**DESCRIPTION OF THE TASK**. Skip the pictures and return every entry exactly as written.

**DATASET ENTRIES**.
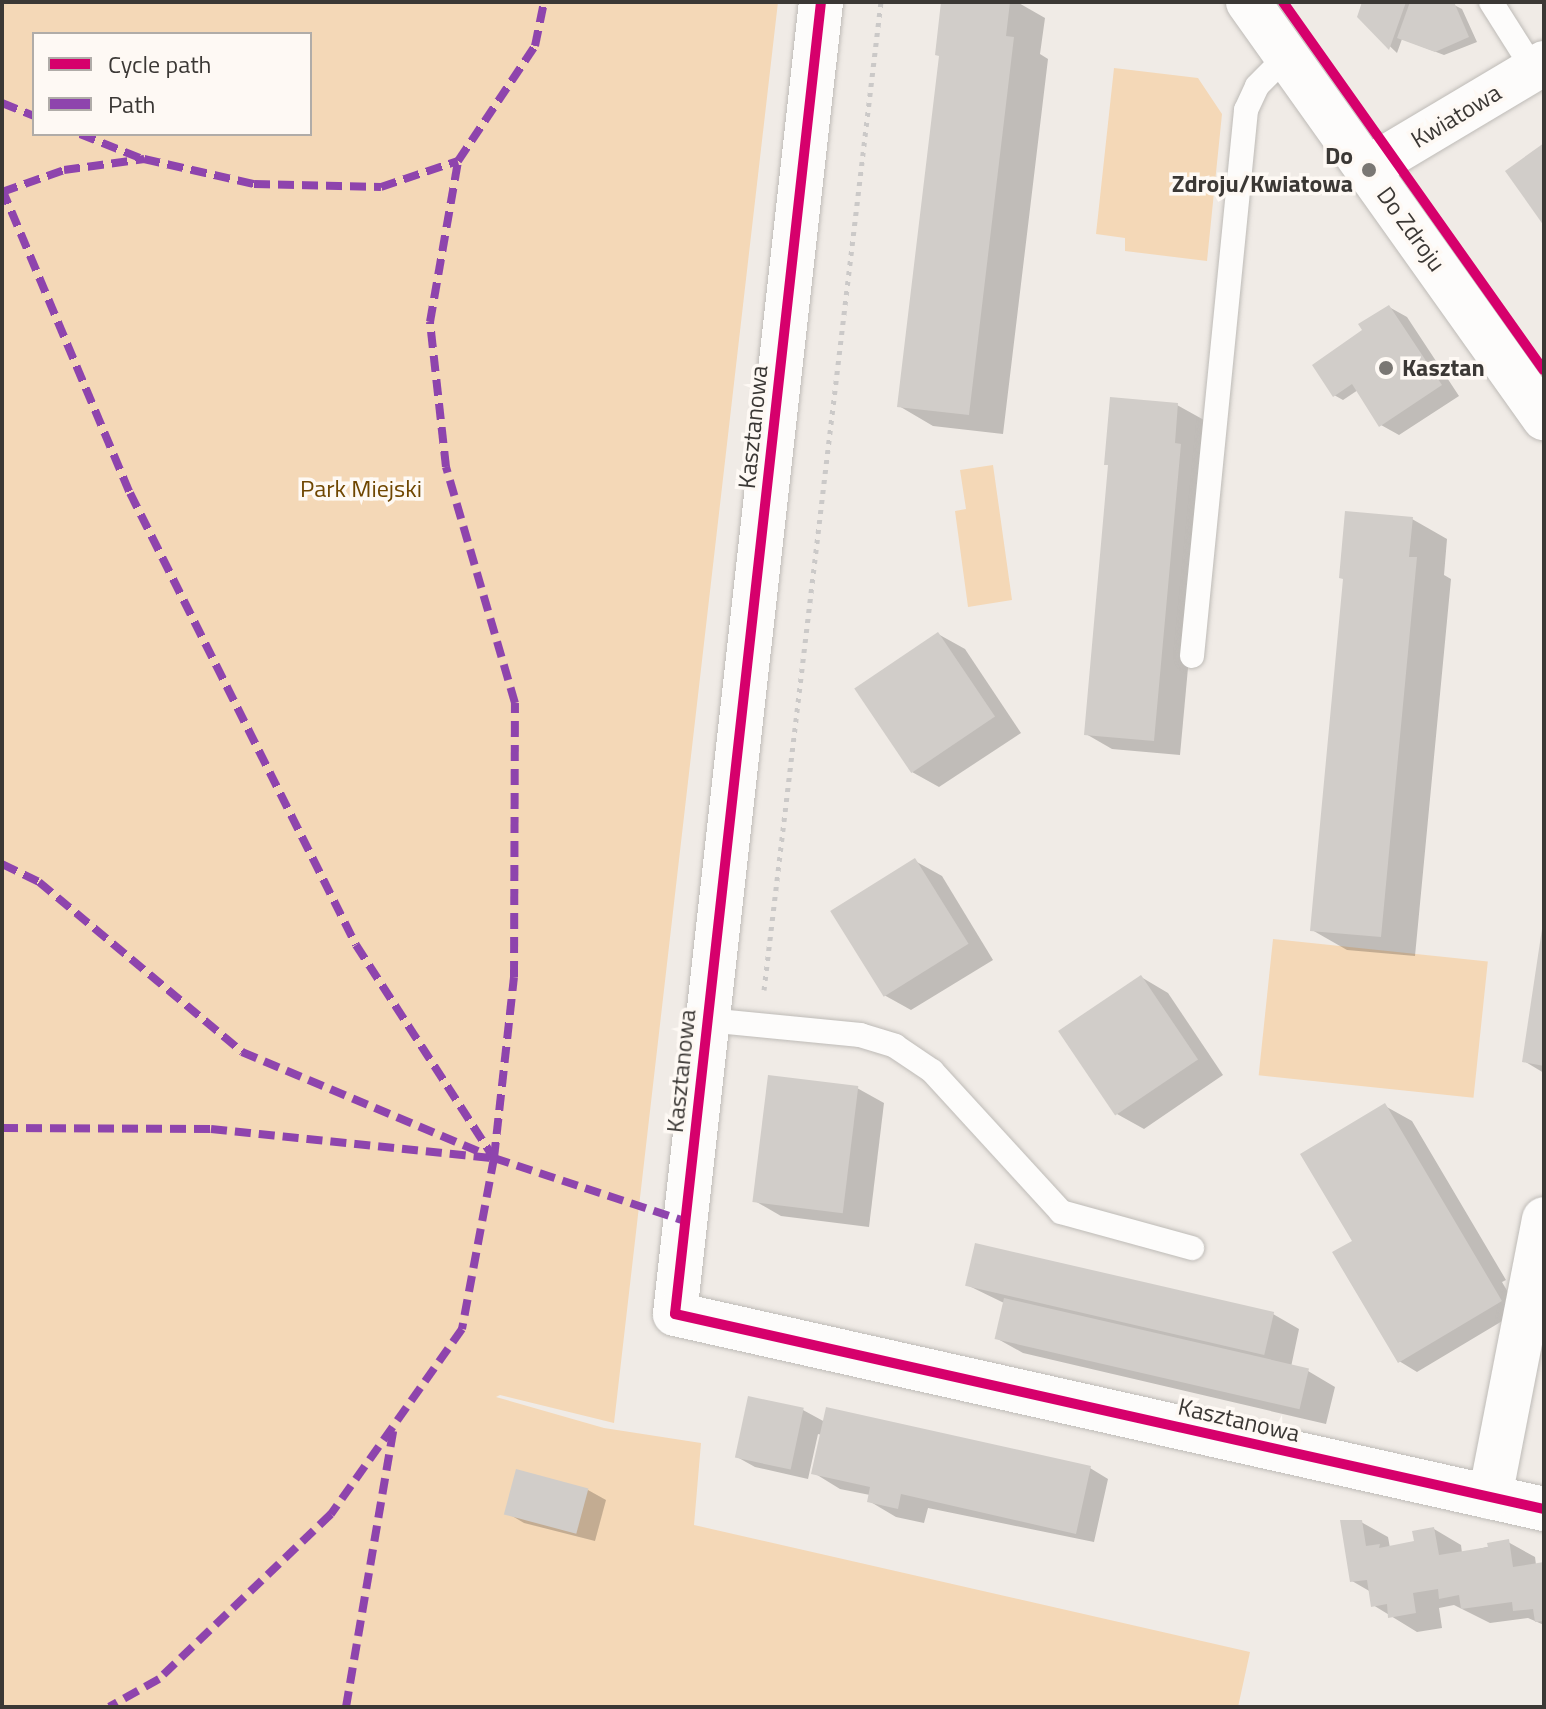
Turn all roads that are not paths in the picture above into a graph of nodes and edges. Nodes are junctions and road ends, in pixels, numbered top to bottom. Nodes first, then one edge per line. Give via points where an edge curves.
1 (821, 2) edge
2 (1248, 2) edge
3 (1491, 2) edge
4 (1287, 56) junction
5 (1539, 66) edge
6 (1368, 168) junction
7 (1544, 418) edge
8 (1192, 656) dead end
9 (707, 1020) junction
10 (1544, 1219) edge
11 (1192, 1248) dead end
12 (1490, 1497) junction
13 (1544, 1509) edge

1 - 9 street, Kasztanowa
2 - 4 street, Do Zdroju
3 - 5 lane
4 - 6 street, Do Zdroju
4 - 8 lane via 1257,86 1246,110
5 - 6 street, Kwiatowa
6 - 7 street, Do Zdroju
9 - 11 lane via 860,1035 895,1046 932,1071 1061,1212
9 - 12 street, Kasztanowa via 675,1314
10 - 12 street
12 - 13 street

**ANSWER TO THIS TASK**.
Turn all roads that are not paths in the picture above into a graph of nodes and edges. Nodes are junctions and road ends, in pixels, numbered top to bottom. Nodes first, then one edge per line. Give via points where an edge curves.
1 (821, 2) edge
2 (1248, 2) edge
3 (1491, 2) edge
4 (1287, 56) junction
5 (1539, 66) edge
6 (1368, 168) junction
7 (1544, 418) edge
8 (1192, 656) dead end
9 (707, 1020) junction
10 (1544, 1219) edge
11 (1192, 1248) dead end
12 (1490, 1497) junction
13 (1544, 1509) edge

1 - 9 street, Kasztanowa
2 - 4 street, Do Zdroju
3 - 5 lane
4 - 6 street, Do Zdroju
4 - 8 lane via 1257,86 1246,110
5 - 6 street, Kwiatowa
6 - 7 street, Do Zdroju
9 - 11 lane via 860,1035 895,1046 932,1071 1061,1212
9 - 12 street, Kasztanowa via 675,1314
10 - 12 street
12 - 13 street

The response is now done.